Dr Rodrigues said: “We’ve identified one ‘flag’ that we are aiming at taking down, but we want to identify a wide range of different ‘flags’, focussing on subtypes of AML with the poorest prognosis.

“We know ZEB1 is also a useful tool to distinguish between relatively more and less aggressive forms of AML alike.” He said this will help “deconstruct the biological and clinical complexity observed in this disease.”

Dr Rodrigues said AML could be likened to weeds; since current treatments for AML don’t remove the ‘roots’ of the disease, the disease often returns, like weeds do when the roots have not been eradicated. Dr Rodrigues continued: “The aim of this research project is to find new therapeutics that will take aim at the ‘roots’ of AML which underpin therapy resistance and relapse.

“This is an important area of research for patients afflicted by AML where treatment strategies and prognosis have not advanced significantly for many decades.

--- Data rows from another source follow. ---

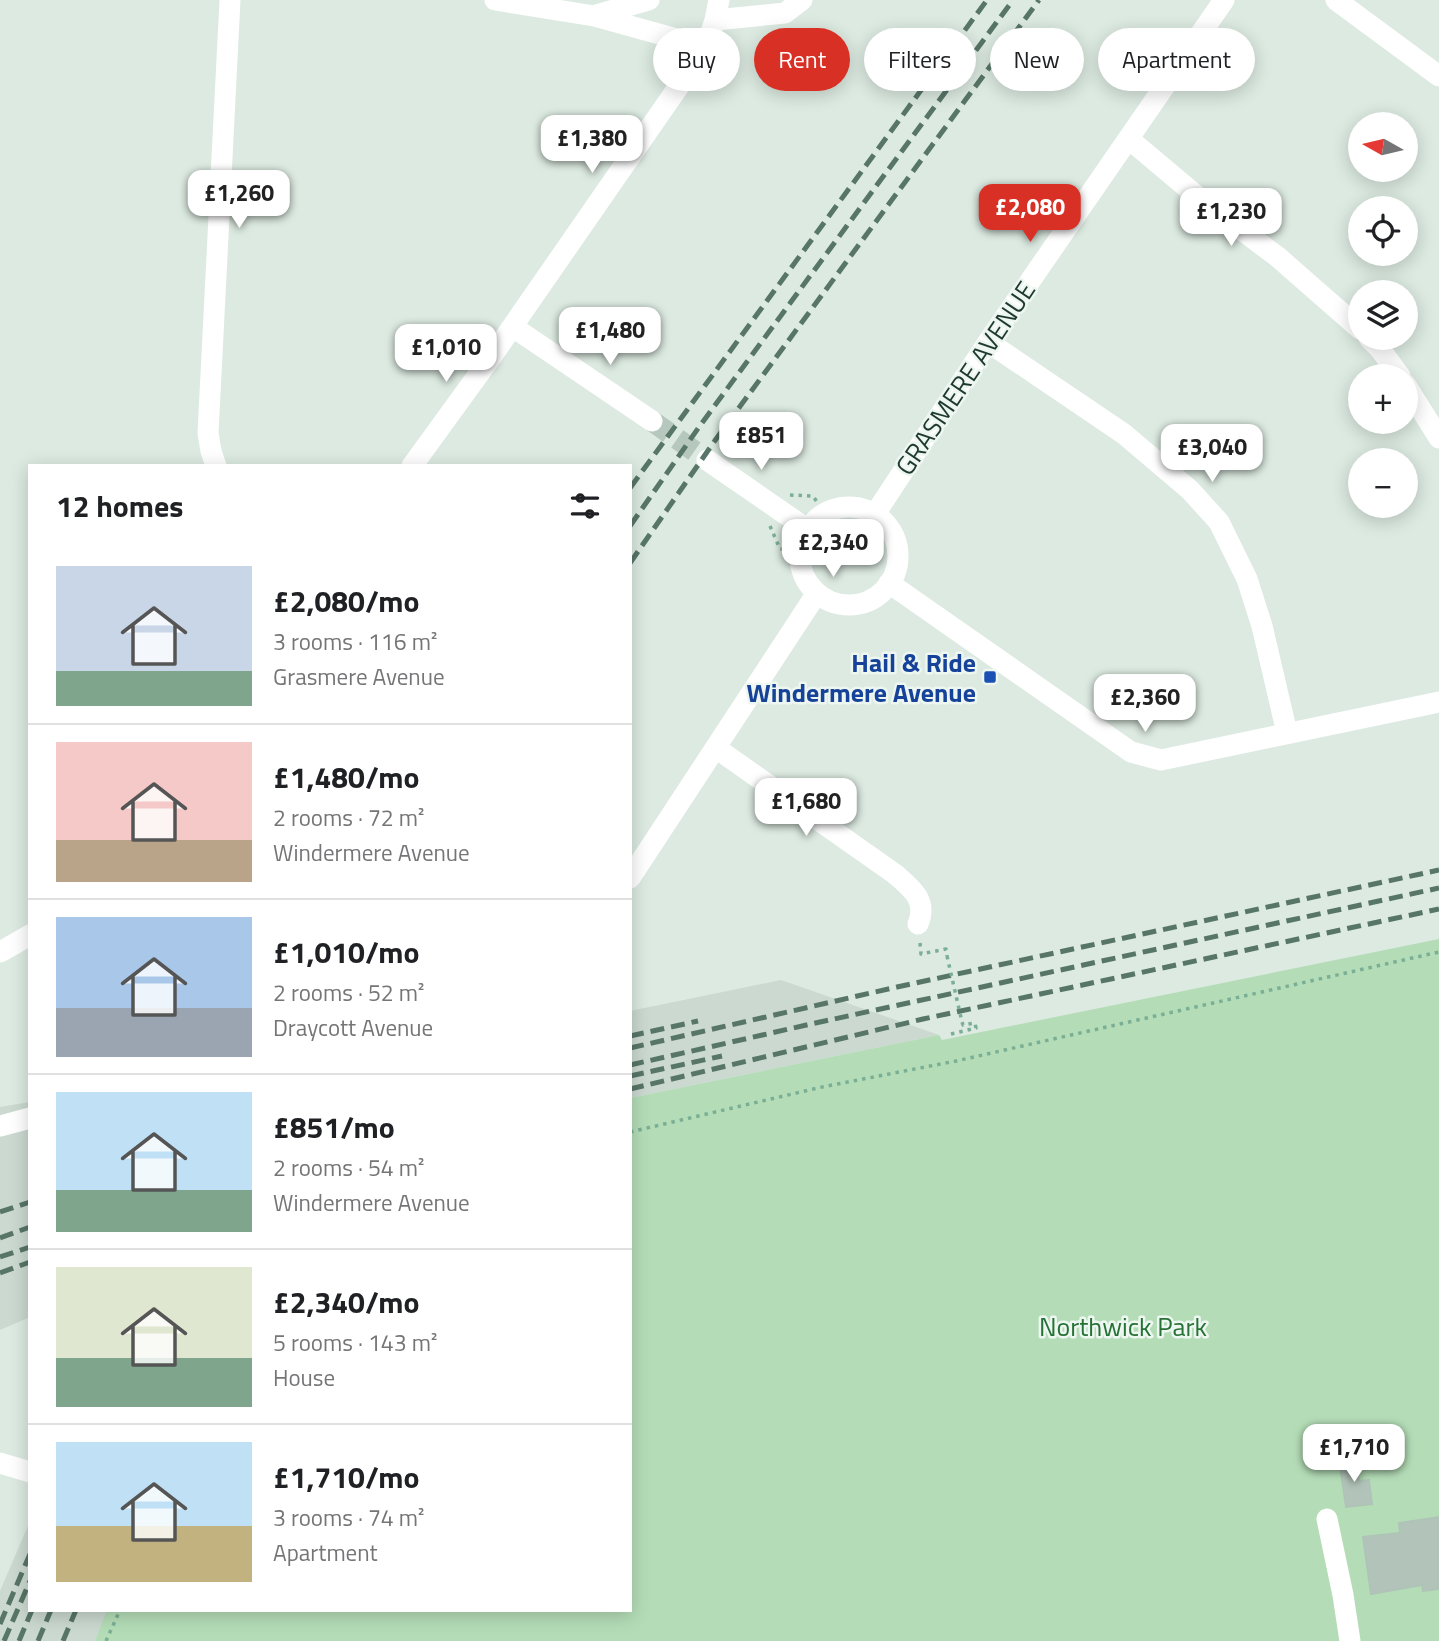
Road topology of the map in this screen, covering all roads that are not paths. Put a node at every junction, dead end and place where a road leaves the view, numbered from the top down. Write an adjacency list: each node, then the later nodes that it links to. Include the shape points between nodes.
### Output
1 (230, 0): 21 (street, via 208,433)
2 (495, 0): 8 (street)
3 (649, 0): 8 (street)
4 (802, 0): 7 (street, via 785,13)
5 (1224, 0): 13 (street, GRASMERE AVENUE)
6 (1336, 0): 11 (street)
7 (717, 10): 9 (street)
8 (594, 16): 10 (street)
9 (712, 28)
10 (653, 32)
11 (1439, 76)
12 (676, 91): 15 (street)
13 (1129, 139): 14 (street); 16 (street, GRASMERE AVENUE)
14 (1348, 318)
15 (513, 327): 18 (street); 22 (street)
16 (988, 342): 23 (street, GRASMERE AVENUE); 28 (street, via 1124,434 1190,490 1219,522 1247,579)
17 (1418, 405): 19 (street)
18 (652, 421)
19 (1439, 438)
20 (707, 460): 24 (street)
21 (215, 464)
22 (413, 464)
23 (875, 514): 24 (street, via 852,507 835,509 819,516); 25 (street, via 895,541 898,558)
24 (807, 529): 26 (street, via 800,551 801,568)
25 (889, 583): 26 (street, via 862,603 845,605); 28 (street, via 1132,752 1161,760)
26 (817, 593): 29 (street)
27 (1439, 702): 28 (street)
28 (1287, 733)
29 (716, 748): 30 (street); 31 (street, via 916,892 922,914)
30 (632, 875)
31 (918, 924)
32 (28, 936): 33 (street)
33 (0, 952)
34 (28, 1119): 35 (street)
35 (0, 1126)
36 (0, 1463): 37 (street)
37 (28, 1471)
38 (1327, 1519): 39 (street)
39 (1350, 1641)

It is very difficult to speak to families who donate to our research about why AML prognosis has remained poor despite a tremendous research effort worldwide, but it is important to do so to explain the challenges in treating this disease and the hopes we have for the work we are doing.”

Dr Bubici, who received the Lister Wilder Research Grant, said she was investigating why treatments for Myeloma – which was treatable, but not curable – sometimes stopped working and why the various treatments sometimes failed to differentiate between malignant and healthy cells.

In her application for the research grant, she said: “What we know so far is that Myeloma cells are dependent on nutrients, such as sugar and fat. As a result, we propose to test whether starving Myeloma cells of nutrients could be used to treat Myeloma. This could quickly provide a new treatment option for people suffering from the disease worldwide.

“We have been studying master regulators of cell metabolism, which are present in malignant cells but not in healthy cells. We have found that blocking activities of these metabolic regulators or removing them from Myeloma cells makes them susceptible to death.

“This funding will enable us to continue conducting a series of laboratory investigations to see if depriving Myeloma cells of regulators of metabolism will restore the ability of current available drugs to treat Myeloma effectively. We will collaborate with clinicians and scientists from three haematological centres in London, Leeds, and St. Gallen in Switzerland.

“If successful, our work will lead to the testing of new drugs in combination with current anti-myeloma medications in the laboratory and, if deemed, in people. We hope that our work could rapidly lead to clinical trials of new drugs, which could give people with Myeloma a better chance of survival.”